Food Prices Expected to Rise Sharply

Food inflation has been a reality for a while and the government along with a compliant media has been delaying telling you the real facts. It’s been a bad year for crops and the law of supply and demand is kicking in:

Corn is up 45 percent the last three months. We haven’t seen cotton prices this high since after the Civil War. Soybeans are up. Oil is up. Metals are up. So are coffee and cocoa.

In this era of massive liquidity, everything is up, except for food prices—specifically processed food (made from many of the same commodities and other ingredients whose prices have risen).

According to the USDA, that is going to change. In its most recent CPI report for food, the USDA reported that prices are expected to rise in 2011.

For all food, prices are expected to rise two to three percent, which is double the levels of 2010. Meat prices are expected to rise up to 3.5 percent, and dairy 5.5 percent.

“The forecast for 2011, that remains unchanged, but it’s moving to the higher part of that range,” said Ephraim Leibtag, who serves as a senior economist for the USDA and out together the report. He added, “The potential to go above that is more likely if current commodity price increases remain where they are or rise even more.”

CNBC does it’s best to put lipstick on this pig by reminding us that we’re “coming off historic lows” in commodities but all that really means is we were living in a time of plenty and now we’re not. It’s time to start putting away a supply of long lasting foods that can be stored without refrigeration. Think canned vegetables, pasta (properly stored) and canned sauces.

Emergency food supplies are also available at decent prices. A 2.25 lb can of powdered eggs can be purchased for about $25 on Amazon and that’s the equivalent of 90 eggs and will last for several years unopened and up to a year once opened. Gardeners may want to order bulk supplies of extra seeds now to start planting next spring because seed prices are going to skyrocket once the Americans feel the sticker shock of food inflation. Mylar food storage bags and a stash of food grade five gallon buckets are cheap and effective way to start storing staples that are cheap now (like pastas and rice) but are going to get more expensive as our economic collapse accelerates.

The warnings are all there. Don’t get caught with no food in the house when we start to see food prices increase beyond the reach of the average American.

Even Wal-Mart Can’t Avoid Food Inflation Anymore

From Bloomberg:

Wal-Mart Stores Inc.’s prices rose in September to the highest level in at least 21 months, according to JPMorgan Chase & Co., as the world’s largest retailer scaled back discounts from earlier this year.

The cost of a 31-item basket of goods at a Wal-Mart in Virginia was $95.75, a 2.7 percent increase from August and a 5 percent gain from the start of 2010, analyst Charles Grom said today in a report. The price is the most since the New York- based analyst began the survey in January 2009.
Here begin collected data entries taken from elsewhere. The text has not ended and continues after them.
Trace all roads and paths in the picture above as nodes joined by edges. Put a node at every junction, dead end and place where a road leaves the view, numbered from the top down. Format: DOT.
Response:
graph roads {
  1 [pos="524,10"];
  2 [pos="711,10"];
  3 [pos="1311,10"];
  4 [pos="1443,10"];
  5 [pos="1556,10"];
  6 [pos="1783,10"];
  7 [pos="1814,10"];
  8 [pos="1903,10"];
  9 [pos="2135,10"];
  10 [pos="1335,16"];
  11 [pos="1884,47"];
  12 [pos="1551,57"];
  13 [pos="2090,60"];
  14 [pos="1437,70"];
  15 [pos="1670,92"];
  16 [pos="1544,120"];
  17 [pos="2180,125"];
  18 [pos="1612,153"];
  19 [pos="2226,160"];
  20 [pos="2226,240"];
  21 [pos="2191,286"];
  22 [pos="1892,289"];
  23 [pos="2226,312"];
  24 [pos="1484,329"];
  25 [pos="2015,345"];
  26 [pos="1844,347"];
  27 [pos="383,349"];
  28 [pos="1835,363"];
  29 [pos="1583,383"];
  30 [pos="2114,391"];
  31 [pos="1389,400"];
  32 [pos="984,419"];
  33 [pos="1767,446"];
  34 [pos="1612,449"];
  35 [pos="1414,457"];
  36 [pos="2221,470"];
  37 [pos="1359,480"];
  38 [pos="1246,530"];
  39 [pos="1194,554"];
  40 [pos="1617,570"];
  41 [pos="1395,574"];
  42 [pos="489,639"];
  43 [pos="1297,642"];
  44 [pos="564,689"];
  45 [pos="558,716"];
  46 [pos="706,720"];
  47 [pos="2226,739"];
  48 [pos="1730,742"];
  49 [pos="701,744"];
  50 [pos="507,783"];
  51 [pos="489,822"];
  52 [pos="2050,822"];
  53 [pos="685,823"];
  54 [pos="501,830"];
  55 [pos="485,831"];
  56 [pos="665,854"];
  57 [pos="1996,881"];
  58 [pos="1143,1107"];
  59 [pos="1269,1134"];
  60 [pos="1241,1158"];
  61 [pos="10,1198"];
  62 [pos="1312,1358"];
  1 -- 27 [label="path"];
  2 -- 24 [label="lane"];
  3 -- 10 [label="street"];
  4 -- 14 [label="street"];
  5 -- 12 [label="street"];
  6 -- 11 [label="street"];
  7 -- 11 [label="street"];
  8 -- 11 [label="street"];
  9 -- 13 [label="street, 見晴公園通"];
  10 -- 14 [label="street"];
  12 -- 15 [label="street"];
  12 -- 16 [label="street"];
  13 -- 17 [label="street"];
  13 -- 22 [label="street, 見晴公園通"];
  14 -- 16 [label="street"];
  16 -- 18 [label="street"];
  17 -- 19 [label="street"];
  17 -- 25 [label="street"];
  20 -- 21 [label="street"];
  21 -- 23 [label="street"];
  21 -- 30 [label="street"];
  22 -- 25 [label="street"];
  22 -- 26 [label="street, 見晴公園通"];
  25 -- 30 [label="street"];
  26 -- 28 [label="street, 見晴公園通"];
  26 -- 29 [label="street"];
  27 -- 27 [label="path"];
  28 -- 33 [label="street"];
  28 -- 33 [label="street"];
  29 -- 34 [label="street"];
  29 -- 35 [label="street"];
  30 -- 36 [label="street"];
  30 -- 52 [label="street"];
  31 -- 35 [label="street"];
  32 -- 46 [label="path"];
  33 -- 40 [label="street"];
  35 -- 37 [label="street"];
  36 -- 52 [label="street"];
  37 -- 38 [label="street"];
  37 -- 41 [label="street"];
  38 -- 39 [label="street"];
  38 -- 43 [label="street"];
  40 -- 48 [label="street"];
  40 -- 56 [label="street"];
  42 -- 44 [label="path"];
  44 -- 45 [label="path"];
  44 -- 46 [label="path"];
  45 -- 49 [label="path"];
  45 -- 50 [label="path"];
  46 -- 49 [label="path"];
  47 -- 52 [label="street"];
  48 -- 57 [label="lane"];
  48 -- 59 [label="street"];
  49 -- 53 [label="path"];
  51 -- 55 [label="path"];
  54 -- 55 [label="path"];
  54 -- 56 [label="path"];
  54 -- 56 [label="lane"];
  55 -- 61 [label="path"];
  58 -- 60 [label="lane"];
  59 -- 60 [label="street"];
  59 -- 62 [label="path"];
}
Prices for produce climbed as Wal-Mart offered almost no discounts on food last month, Grom said. Price cuts on items such as cereal and ketchup failed to attract as many consumers as Wal-Mart anticipated, dragging down sales in the latest quarter, U.S. stores chief William Simon said last month.

Produce accounted for 7 of the 31 items in the basket, with prices 10 percent higher in September than the previous month. Prices for dairy products rose 2 percent, and meat was unchanged.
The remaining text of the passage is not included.